:: Supplied data ::
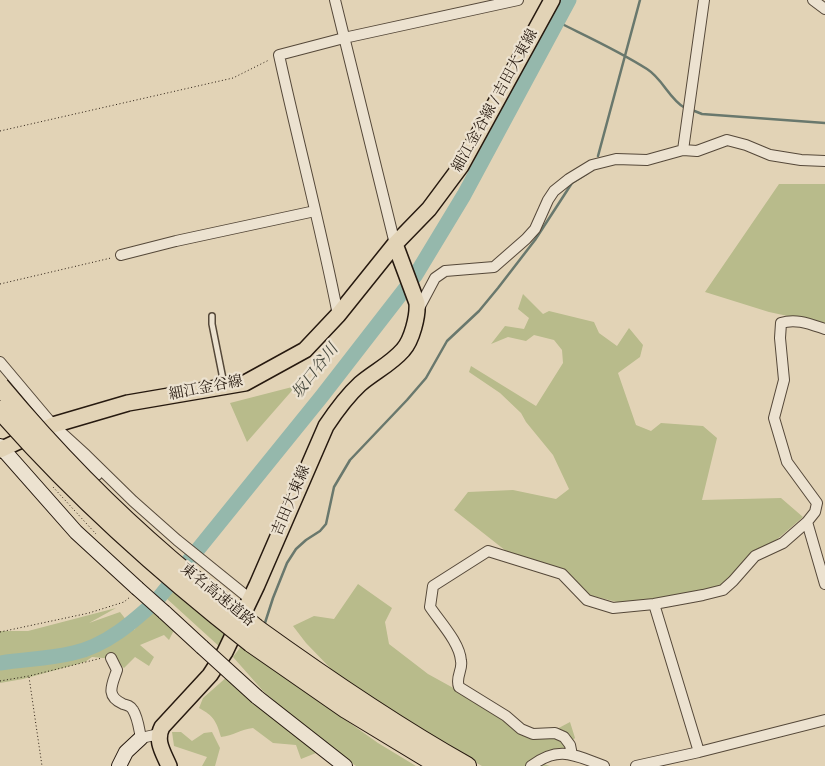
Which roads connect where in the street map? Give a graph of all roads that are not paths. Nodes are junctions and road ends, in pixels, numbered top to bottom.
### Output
1 (335, 0) edge
2 (518, 0) edge
3 (552, 0) edge
4 (704, 0) edge
5 (813, 0) edge
6 (825, 9) edge
7 (344, 38) junction
8 (683, 150) junction
9 (825, 161) edge
10 (315, 211) junction
11 (397, 249) junction
12 (121, 255) road end
13 (417, 307) junction
14 (338, 315) junction
15 (212, 316) dead end
16 (825, 328) edge
17 (0, 362) edge
18 (0, 386) edge
19 (225, 386) junction
20 (0, 410) edge
21 (49, 427) junction
22 (1, 449) edge
23 (807, 522) junction
24 (176, 543) junction
25 (825, 584) edge
26 (249, 602) junction
27 (654, 604) junction
28 (253, 635) junction
29 (111, 658) road end
30 (825, 720) edge
31 (159, 734) junction
32 (141, 738) junction
33 (699, 752) junction
34 (572, 755) junction
35 (118, 766) edge
36 (169, 766) edge
37 (345, 766) edge
38 (440, 766) edge
39 (468, 766) edge
40 (531, 766) edge
41 (604, 766) edge
42 (636, 766) edge

1 - 7 street
2 - 7 street
3 - 11 main road, 細江金谷線 / 吉田大東線
4 - 8 street
5 - 6 street
7 - 10 street
7 - 11 street
8 - 9 street
8 - 13 street
10 - 12 street
10 - 14 street
11 - 13 main road
11 - 14 main road, 細江金谷線
13 - 26 main road, 吉田大東線
14 - 19 main road, 細江金谷線
15 - 19 lane
16 - 23 street
17 - 21 street
18 - 28 highway, 東名高速道路, bridge
19 - 21 main road, 細江金谷線
20 - 28 highway, 東名高速道路, bridge
21 - 22 main road, 細江金谷線
21 - 24 street
22 - 37 street, bridge
23 - 25 street
23 - 27 street
24 - 26 street
24 - 26 street
26 - 31 main road, 吉田大東線
27 - 33 street
27 - 34 street
28 - 38 highway, 東名高速道路
28 - 39 highway, 東名高速道路
29 - 32 street
30 - 33 street
31 - 32 street
31 - 36 main road
32 - 35 street
33 - 42 street
34 - 40 street
34 - 41 street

:: Exercise details ::
What you return should match the records line for line, minus the pictures.

:: Worked solution ::
Which roads connect where in the street map? Give a graph of all roads that are not paths. Nodes are junctions and road ends, in pixels, numbered top to bottom.
### Output
1 (335, 0) edge
2 (518, 0) edge
3 (552, 0) edge
4 (704, 0) edge
5 (813, 0) edge
6 (825, 9) edge
7 (344, 38) junction
8 (683, 150) junction
9 (825, 161) edge
10 (315, 211) junction
11 (397, 249) junction
12 (121, 255) road end
13 (417, 307) junction
14 (338, 315) junction
15 (212, 316) dead end
16 (825, 328) edge
17 (0, 362) edge
18 (0, 386) edge
19 (225, 386) junction
20 (0, 410) edge
21 (49, 427) junction
22 (1, 449) edge
23 (807, 522) junction
24 (176, 543) junction
25 (825, 584) edge
26 (249, 602) junction
27 (654, 604) junction
28 (253, 635) junction
29 (111, 658) road end
30 (825, 720) edge
31 (159, 734) junction
32 (141, 738) junction
33 (699, 752) junction
34 (572, 755) junction
35 (118, 766) edge
36 (169, 766) edge
37 (345, 766) edge
38 (440, 766) edge
39 (468, 766) edge
40 (531, 766) edge
41 (604, 766) edge
42 (636, 766) edge

1 - 7 street
2 - 7 street
3 - 11 main road, 細江金谷線 / 吉田大東線
4 - 8 street
5 - 6 street
7 - 10 street
7 - 11 street
8 - 9 street
8 - 13 street
10 - 12 street
10 - 14 street
11 - 13 main road
11 - 14 main road, 細江金谷線
13 - 26 main road, 吉田大東線
14 - 19 main road, 細江金谷線
15 - 19 lane
16 - 23 street
17 - 21 street
18 - 28 highway, 東名高速道路, bridge
19 - 21 main road, 細江金谷線
20 - 28 highway, 東名高速道路, bridge
21 - 22 main road, 細江金谷線
21 - 24 street
22 - 37 street, bridge
23 - 25 street
23 - 27 street
24 - 26 street
24 - 26 street
26 - 31 main road, 吉田大東線
27 - 33 street
27 - 34 street
28 - 38 highway, 東名高速道路
28 - 39 highway, 東名高速道路
29 - 32 street
30 - 33 street
31 - 32 street
31 - 36 main road
32 - 35 street
33 - 42 street
34 - 40 street
34 - 41 street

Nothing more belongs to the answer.